Cyber Security – Business

Practical protection for teams of 1–50. We start with quick wins that stop common attacks, then help you grow into recognised baselines like Cyber Essentials and align with ISO/IEC 27001 when you’re ready.

What we deliver

  • Baseline hardening and Cyber Essentials prep — gap check, remediation plan, evidence pack. See Cyber Essentials.
  • Secure configuration and updates — laptops, mobiles, servers; multi-factor authentication where practical.

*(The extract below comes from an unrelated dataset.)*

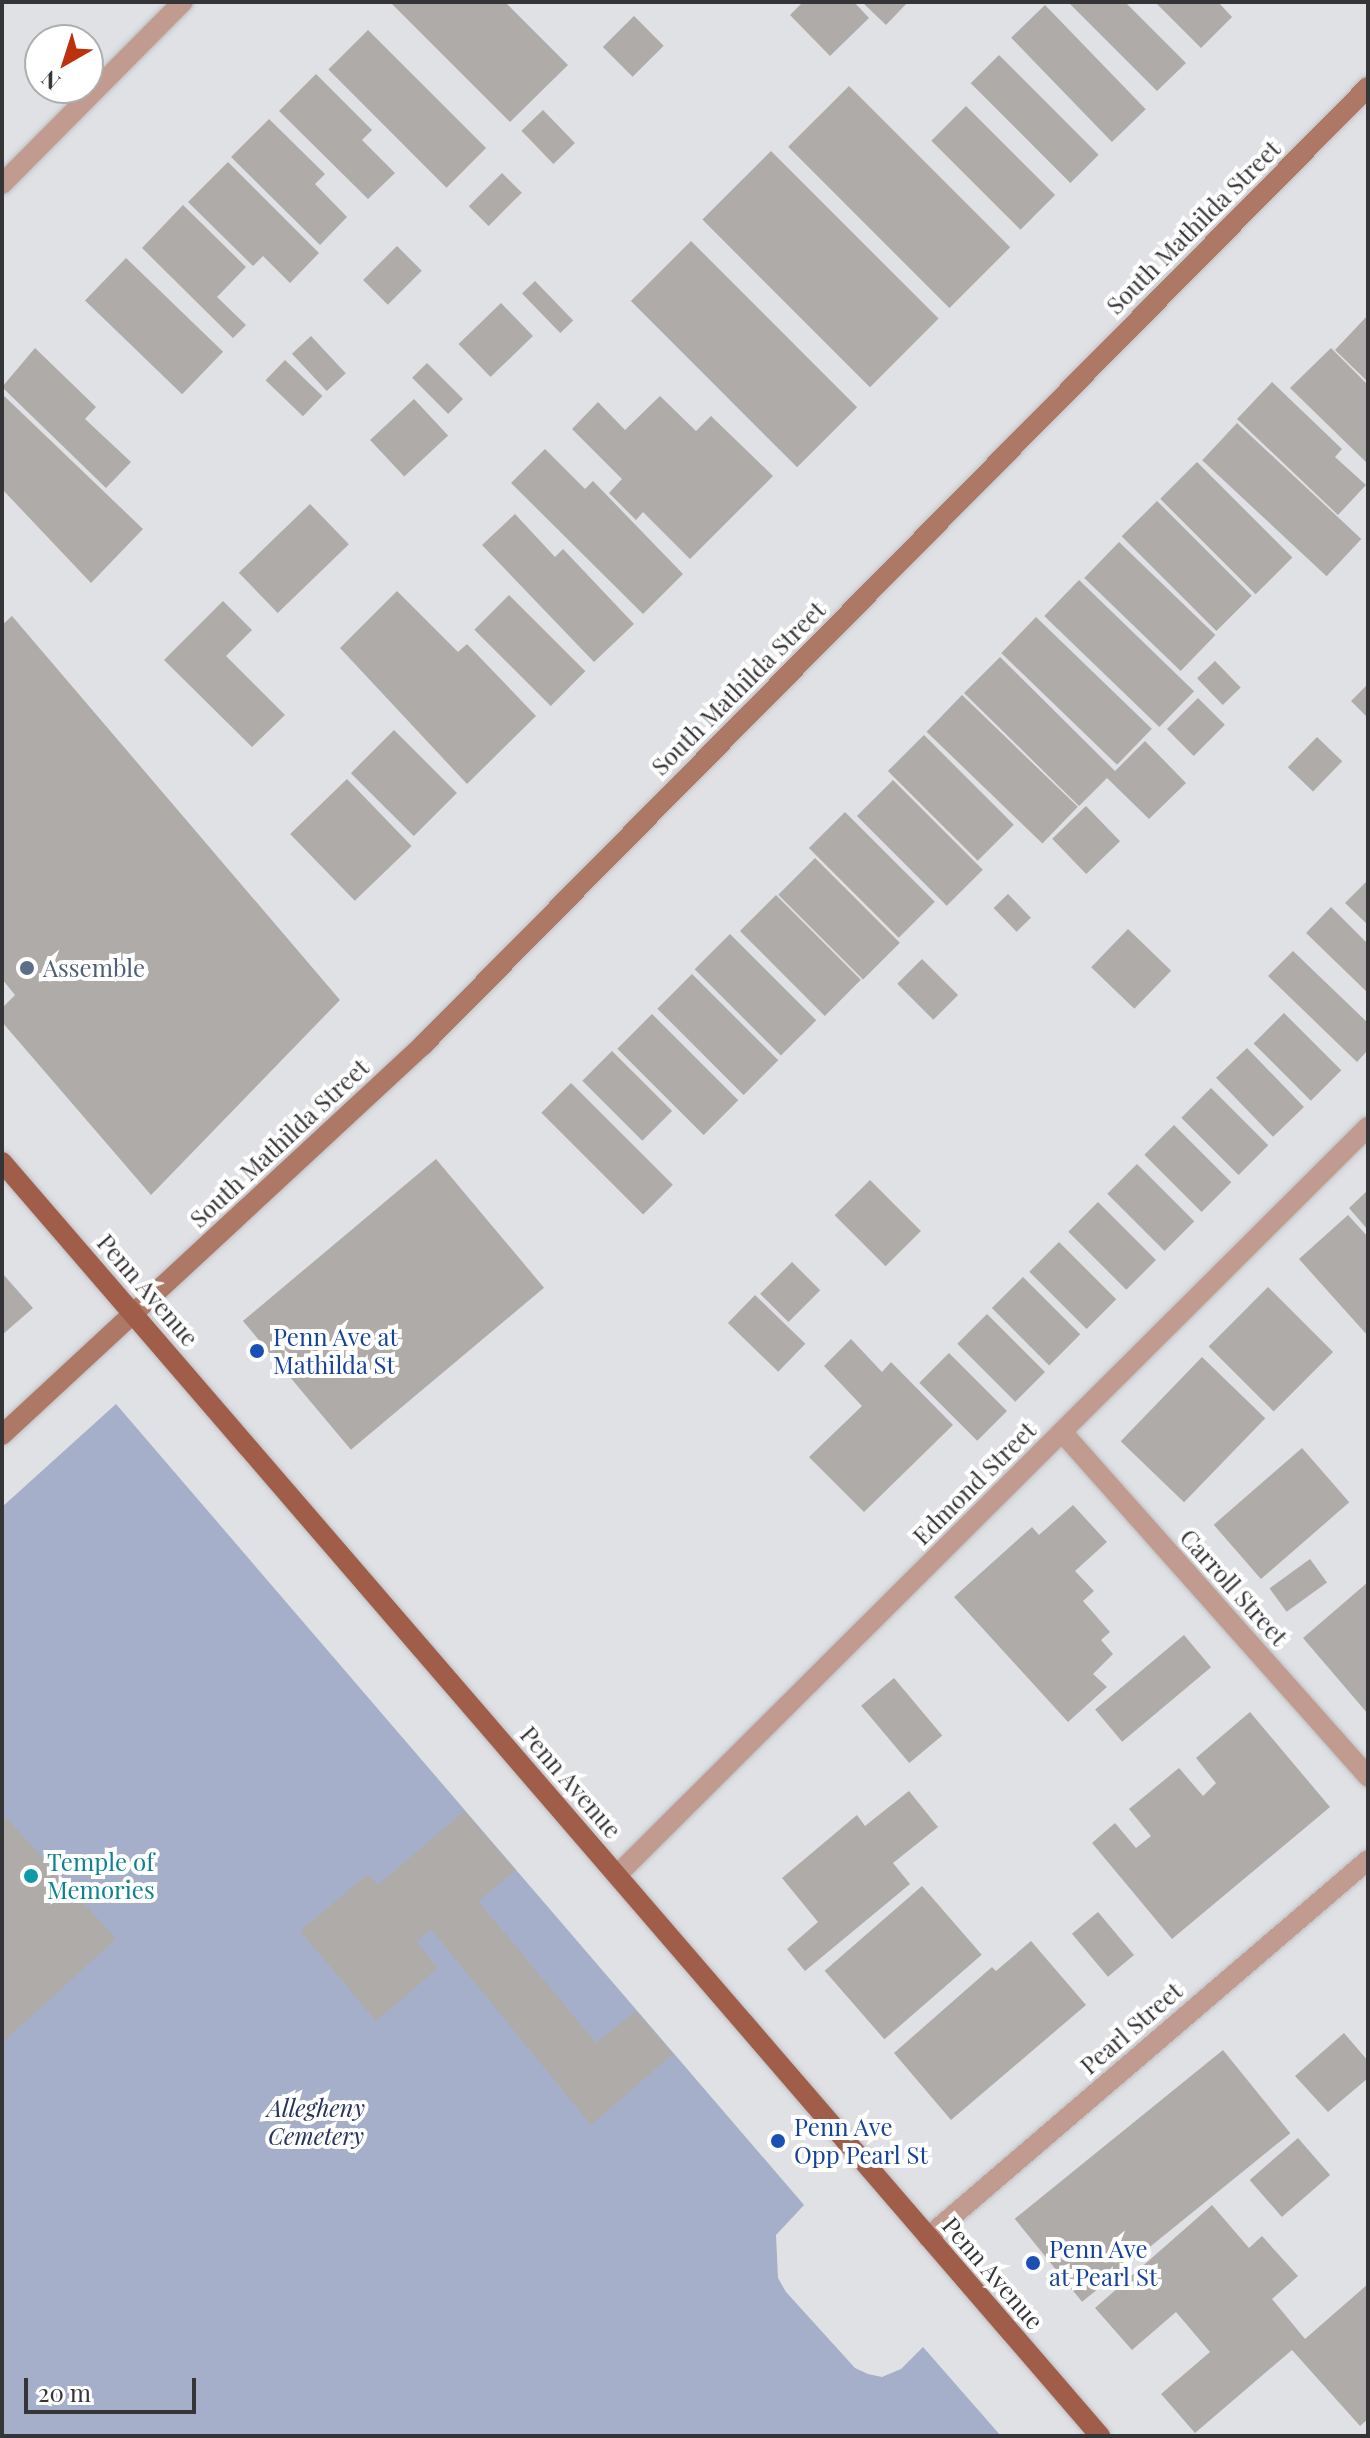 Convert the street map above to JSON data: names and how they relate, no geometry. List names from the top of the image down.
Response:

Based on the NCSC Small Business Guide.
  • Backups and recovery drills — offline or immutable copy, quarterly test restores, clear recovery objectives in plain English.
  • Email and domain security — phishing training; SPF, DKIM and DMARC roadmap.
  • Access control and admin lock-down — least privilege, separate admin accounts, joiners-movers-leavers.
  • Incident basics — first-hour checklist, isolation steps, reporting route to Action Fraud.
  • Policy starter pack — acceptable use, password/MFA, update policy, backups, BYOD.
  • Standards alignment — map your controls to ISO/IEC 27001 so you can formalise later.

Top tips for small businesses (start here)

  1. Enable multi-factor authentication on email, Microsoft/Google, finance tools, cloud admin and VPN.
  2. Automate updates for operating systems, browsers, apps and device firmware (including routers).
  3. Back up and test restores — keep one offline or immutable copy; do a real restore every quarter.
  4. Harden email — phishing filter, clear “report suspicious” route, short refresher training.
  5. Protect your domain — set up SPF, DKIM and DMARC (start with monitoring, then enforce).
  6. Use least privilege — remove shared logins; separate admin accounts; quarterly access reviews.
  7. Endpoint protection — reputable security software, disk encryption, firewall on, screen-lock policy.
  8. Secure configurations — change defaults; close unused ports/services; disable legacy protocols.
  9. Remote work safely — SSO plus MFA; avoid exposing remote desktop to the internet; approved devices only.
  10. Supplier and service resilience — record critical suppliers, contacts and workarounds if one is down.
  11. Logging and monitoring — keep basic auth/admin/email logs; review alerts for high-risk events.
  12. Vulnerability scanning — scan public-facing services; fix high/critical issues promptly.
  13. Document essentials — short policies people will actually follow.

Typical outcomes in 30–60 days

  • MFA rolled out; updates automated; backups verified with a successful test restore.
  • Phishing brief completed; DMARC monitoring in place.
  • Cyber Essentials application ready or submitted.

Grow your maturity when you’re ready

Cyber Essentials path

  • Scope and gap-check against the five controls.
  • Remediation with evidence capture.
  • Submission support and upkeep.

About Cyber Essentials

ISO/IEC 27001 alignment

  • Lightweight risk register and asset list.
  • Annex A control mapping scaled for small teams.
  • Readiness plan if certification becomes a goal.

About ISO/IEC 27001

If something goes wrong

  • Isolate the affected device or account; change passwords and enable MFA.
  • Preserve basic evidence (timestamps, user, screenshots) before wiping devices.
  • Restore from known-good backups; prioritise critical services first.
  • Report fraud or cybercrime to Action Fraud (0300 123 2040).
  • Follow NCSC response and recovery guidance.